India s Serum Institute to invest in UK
May 4, 2021 04:27 AM
Vaccine maker the Serum Institute of India is set to invest in facilities in Britain and could even manufacture inoculations in the UK in future, Prime Minister Boris Johnson said Monday.
Johnson's Downing Street office said the £240 million ($334 million) project would include a sales office, "clinical trials, research and development and possibly manufacturing of vaccines".
The Serum Institute of India (SII) is the world's largest vaccine maker by volume, and has been at the forefront of producing the lower-cost AstraZeneca coronavirus shot.

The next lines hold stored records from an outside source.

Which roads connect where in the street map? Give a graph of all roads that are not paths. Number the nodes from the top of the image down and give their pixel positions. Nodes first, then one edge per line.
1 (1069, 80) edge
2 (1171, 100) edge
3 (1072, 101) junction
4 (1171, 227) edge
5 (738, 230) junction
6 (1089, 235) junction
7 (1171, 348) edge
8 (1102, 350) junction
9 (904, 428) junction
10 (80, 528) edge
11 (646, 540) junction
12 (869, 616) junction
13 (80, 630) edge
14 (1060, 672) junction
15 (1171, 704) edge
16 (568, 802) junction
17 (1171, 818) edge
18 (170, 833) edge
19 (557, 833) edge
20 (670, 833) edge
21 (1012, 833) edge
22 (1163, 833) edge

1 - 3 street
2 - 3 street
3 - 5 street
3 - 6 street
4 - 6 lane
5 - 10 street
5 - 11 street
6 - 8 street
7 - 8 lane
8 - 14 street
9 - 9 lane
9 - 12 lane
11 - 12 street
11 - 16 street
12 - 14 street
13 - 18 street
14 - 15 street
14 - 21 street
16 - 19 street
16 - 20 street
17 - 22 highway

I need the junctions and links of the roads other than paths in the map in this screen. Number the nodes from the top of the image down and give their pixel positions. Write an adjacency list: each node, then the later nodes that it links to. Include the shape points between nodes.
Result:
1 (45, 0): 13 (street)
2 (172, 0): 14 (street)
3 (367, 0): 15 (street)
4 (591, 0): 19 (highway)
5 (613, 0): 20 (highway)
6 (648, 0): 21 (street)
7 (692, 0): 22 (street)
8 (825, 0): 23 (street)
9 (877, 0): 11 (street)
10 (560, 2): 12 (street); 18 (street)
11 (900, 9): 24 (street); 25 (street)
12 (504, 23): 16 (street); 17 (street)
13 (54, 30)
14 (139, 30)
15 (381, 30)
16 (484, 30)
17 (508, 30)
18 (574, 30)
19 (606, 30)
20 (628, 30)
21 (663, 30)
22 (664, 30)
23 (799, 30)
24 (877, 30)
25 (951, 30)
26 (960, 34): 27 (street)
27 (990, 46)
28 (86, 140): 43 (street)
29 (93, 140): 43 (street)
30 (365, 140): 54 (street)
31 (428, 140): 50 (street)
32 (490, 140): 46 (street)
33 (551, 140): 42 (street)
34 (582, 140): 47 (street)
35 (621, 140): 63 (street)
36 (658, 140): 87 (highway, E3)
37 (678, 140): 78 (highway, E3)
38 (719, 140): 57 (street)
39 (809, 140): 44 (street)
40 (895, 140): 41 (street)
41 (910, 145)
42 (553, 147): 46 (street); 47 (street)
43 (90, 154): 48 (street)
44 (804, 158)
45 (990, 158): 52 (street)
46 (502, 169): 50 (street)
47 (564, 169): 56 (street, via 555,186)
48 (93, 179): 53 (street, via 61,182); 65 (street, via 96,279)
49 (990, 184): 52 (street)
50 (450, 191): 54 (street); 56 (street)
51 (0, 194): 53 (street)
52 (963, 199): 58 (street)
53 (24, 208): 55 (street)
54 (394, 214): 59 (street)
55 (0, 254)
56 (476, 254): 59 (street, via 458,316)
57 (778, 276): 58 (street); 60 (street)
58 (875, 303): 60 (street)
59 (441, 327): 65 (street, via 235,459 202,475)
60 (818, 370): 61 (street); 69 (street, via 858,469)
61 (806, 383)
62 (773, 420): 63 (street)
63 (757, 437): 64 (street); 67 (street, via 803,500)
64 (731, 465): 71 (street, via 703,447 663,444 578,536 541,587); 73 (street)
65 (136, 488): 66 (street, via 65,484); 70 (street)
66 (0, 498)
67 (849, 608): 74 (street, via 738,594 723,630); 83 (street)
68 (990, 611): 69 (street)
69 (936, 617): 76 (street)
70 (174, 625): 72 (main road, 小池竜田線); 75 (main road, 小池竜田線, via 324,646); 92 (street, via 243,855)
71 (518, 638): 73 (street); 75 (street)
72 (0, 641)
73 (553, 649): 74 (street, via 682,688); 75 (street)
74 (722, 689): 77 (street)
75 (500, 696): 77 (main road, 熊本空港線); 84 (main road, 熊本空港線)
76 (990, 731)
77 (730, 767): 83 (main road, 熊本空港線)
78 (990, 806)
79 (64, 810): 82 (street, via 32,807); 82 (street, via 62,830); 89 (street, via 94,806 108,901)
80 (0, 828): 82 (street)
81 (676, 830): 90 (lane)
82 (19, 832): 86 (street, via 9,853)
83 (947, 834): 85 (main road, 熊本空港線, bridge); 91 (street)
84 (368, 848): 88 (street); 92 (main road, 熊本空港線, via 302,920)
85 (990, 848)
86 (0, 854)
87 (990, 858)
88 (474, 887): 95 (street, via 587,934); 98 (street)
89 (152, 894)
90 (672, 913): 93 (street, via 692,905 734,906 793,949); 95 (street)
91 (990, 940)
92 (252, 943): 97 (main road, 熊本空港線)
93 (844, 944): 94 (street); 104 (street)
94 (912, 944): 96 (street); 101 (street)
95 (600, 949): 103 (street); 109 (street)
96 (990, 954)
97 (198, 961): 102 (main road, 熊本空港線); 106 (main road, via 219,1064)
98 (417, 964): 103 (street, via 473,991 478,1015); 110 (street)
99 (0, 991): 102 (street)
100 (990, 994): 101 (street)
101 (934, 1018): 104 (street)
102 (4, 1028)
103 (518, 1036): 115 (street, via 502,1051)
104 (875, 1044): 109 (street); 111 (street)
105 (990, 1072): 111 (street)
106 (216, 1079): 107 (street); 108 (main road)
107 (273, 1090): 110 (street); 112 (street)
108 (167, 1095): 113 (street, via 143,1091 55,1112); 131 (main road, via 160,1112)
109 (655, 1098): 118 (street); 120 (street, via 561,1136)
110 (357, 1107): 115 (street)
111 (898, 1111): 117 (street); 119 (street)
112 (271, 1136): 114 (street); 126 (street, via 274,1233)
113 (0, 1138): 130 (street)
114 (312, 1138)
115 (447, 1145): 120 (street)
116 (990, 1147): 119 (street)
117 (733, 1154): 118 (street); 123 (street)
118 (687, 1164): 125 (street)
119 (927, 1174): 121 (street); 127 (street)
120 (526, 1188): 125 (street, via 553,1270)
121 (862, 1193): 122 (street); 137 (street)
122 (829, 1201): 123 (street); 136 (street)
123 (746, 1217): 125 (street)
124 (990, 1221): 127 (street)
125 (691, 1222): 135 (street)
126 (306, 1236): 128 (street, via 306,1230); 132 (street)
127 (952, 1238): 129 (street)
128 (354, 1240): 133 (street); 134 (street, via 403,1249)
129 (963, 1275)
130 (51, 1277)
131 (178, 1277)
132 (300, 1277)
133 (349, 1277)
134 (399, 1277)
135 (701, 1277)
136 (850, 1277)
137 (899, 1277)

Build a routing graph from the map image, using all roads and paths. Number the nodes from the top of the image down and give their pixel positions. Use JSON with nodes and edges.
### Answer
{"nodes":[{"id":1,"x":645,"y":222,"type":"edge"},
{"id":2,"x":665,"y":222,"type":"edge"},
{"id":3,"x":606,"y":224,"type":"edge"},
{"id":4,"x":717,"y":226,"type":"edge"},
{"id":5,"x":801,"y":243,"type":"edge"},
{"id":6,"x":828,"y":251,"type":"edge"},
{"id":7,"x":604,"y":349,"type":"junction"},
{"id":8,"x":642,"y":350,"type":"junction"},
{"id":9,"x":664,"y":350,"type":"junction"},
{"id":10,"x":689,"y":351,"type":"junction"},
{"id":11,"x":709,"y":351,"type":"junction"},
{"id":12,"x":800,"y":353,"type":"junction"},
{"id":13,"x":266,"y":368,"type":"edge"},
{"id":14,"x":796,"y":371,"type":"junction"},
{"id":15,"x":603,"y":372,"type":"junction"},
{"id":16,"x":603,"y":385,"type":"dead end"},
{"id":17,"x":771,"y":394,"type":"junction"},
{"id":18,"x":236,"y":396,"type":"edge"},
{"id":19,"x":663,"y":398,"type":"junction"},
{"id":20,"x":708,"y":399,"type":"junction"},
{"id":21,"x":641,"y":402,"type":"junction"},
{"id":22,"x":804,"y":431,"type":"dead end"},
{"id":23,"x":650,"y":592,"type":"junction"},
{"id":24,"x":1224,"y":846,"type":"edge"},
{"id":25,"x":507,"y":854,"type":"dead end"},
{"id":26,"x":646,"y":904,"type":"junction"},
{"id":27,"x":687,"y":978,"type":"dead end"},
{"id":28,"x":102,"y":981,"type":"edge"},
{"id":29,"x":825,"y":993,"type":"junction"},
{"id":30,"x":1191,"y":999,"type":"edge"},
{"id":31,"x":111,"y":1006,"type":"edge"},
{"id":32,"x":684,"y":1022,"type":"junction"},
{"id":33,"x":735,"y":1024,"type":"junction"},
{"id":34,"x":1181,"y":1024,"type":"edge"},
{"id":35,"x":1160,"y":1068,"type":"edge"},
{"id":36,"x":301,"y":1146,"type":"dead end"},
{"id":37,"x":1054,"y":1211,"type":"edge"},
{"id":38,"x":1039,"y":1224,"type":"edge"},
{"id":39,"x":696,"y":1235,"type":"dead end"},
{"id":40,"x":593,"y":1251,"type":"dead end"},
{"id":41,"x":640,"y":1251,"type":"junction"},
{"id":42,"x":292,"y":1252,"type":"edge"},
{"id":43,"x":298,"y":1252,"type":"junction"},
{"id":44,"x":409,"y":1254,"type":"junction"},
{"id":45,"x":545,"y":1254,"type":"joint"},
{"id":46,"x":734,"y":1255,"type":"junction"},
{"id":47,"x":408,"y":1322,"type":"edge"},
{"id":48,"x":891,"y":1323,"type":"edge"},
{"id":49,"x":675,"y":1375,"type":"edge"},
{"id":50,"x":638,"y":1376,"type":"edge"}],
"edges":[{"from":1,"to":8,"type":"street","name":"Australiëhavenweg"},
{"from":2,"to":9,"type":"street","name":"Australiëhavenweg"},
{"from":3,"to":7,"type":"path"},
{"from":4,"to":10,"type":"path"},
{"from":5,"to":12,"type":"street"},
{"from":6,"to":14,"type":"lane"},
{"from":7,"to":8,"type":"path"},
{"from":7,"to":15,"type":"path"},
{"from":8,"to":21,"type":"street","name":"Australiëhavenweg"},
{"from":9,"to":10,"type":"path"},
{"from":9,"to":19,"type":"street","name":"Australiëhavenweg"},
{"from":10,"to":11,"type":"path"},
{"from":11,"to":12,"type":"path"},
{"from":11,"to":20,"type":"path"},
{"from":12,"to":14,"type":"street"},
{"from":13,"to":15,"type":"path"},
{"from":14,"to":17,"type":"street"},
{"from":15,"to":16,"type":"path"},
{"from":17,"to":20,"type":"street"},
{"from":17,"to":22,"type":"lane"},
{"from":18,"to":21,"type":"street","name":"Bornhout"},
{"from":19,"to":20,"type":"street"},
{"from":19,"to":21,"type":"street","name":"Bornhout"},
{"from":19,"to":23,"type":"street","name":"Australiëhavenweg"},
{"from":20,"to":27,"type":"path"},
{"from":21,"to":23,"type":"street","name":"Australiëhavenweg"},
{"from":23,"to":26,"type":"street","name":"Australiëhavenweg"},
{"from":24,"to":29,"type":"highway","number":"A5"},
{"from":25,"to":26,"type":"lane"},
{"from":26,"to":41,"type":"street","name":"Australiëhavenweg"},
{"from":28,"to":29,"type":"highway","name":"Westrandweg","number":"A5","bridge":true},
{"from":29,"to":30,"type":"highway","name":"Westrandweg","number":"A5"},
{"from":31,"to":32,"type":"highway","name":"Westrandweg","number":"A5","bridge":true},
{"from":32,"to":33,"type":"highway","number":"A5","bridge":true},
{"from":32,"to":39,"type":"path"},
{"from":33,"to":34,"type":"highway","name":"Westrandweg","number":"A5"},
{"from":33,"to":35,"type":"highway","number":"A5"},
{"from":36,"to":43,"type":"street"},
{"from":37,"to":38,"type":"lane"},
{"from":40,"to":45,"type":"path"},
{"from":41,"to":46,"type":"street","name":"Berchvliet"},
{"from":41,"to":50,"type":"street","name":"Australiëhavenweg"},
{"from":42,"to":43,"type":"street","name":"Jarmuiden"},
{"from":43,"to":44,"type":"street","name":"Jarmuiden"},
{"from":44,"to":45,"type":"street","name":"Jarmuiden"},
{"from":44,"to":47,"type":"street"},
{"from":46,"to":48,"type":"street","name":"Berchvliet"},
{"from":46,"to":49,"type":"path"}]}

SII has also begun phase one trials in the UK of a one-dose nasal vaccine for coronavirus.
Downing Street said the vaccine maker's plans were part of a wider package of trade and investment deals with India worth £1 billion that it expects to create over 6,500 jobs.
It was announced ahead of virtual talks between Johnson and Indian Prime Minister Narendra Modi on Tuesday.
With its massive population and growing economy, India has been high on London's list of trade deal targets since Britain left the European Union last year.
But a surge in Covid-19 cases has left the health system there at breaking point, forcing Johnson to shelve a planned visit this month.
Before the current wave, India was exporting tens of millions of SII-made AstraZeneca shots via through the Covax scheme supplying poorer countries.
Last month New Delhi froze exports -- including to Covax -- to prioritise jabs at home.
SII makes 60-70 million AstraZeneca doses per month, and is aiming for 100 million by July.
With its 1.3 billion people, India has become the latest hotspot of the pandemic, even as richer countries take steps towards normality with accelerating vaccination programmes.
Britain said Sunday it was sending an extra 1,000 oxygen ventilators to India, having already sent 495 oxygen concentrators, 200 ventilators and three larger production units dubbed oxygen factories.
SII, based in Pune, southeast of Mumbai, is a state-of-the-art production facility headed by 40-year-old chief executive Adar Poonawalla, scion of a pharmaceutical dynasty worth an estimated £11 billion.
Poonawalla attracted criticism for heading to London just before Britain put India on a red list of banned countries as infection rates and deaths spiralled back home.
He told The Times in an interview published on Saturday that he had joined his wife and children in Britain because highly-placed Indians were pressuring him to provide them with jabs first. "'Threats' is an understatement," he said -- although he has since announced he is heading back to India.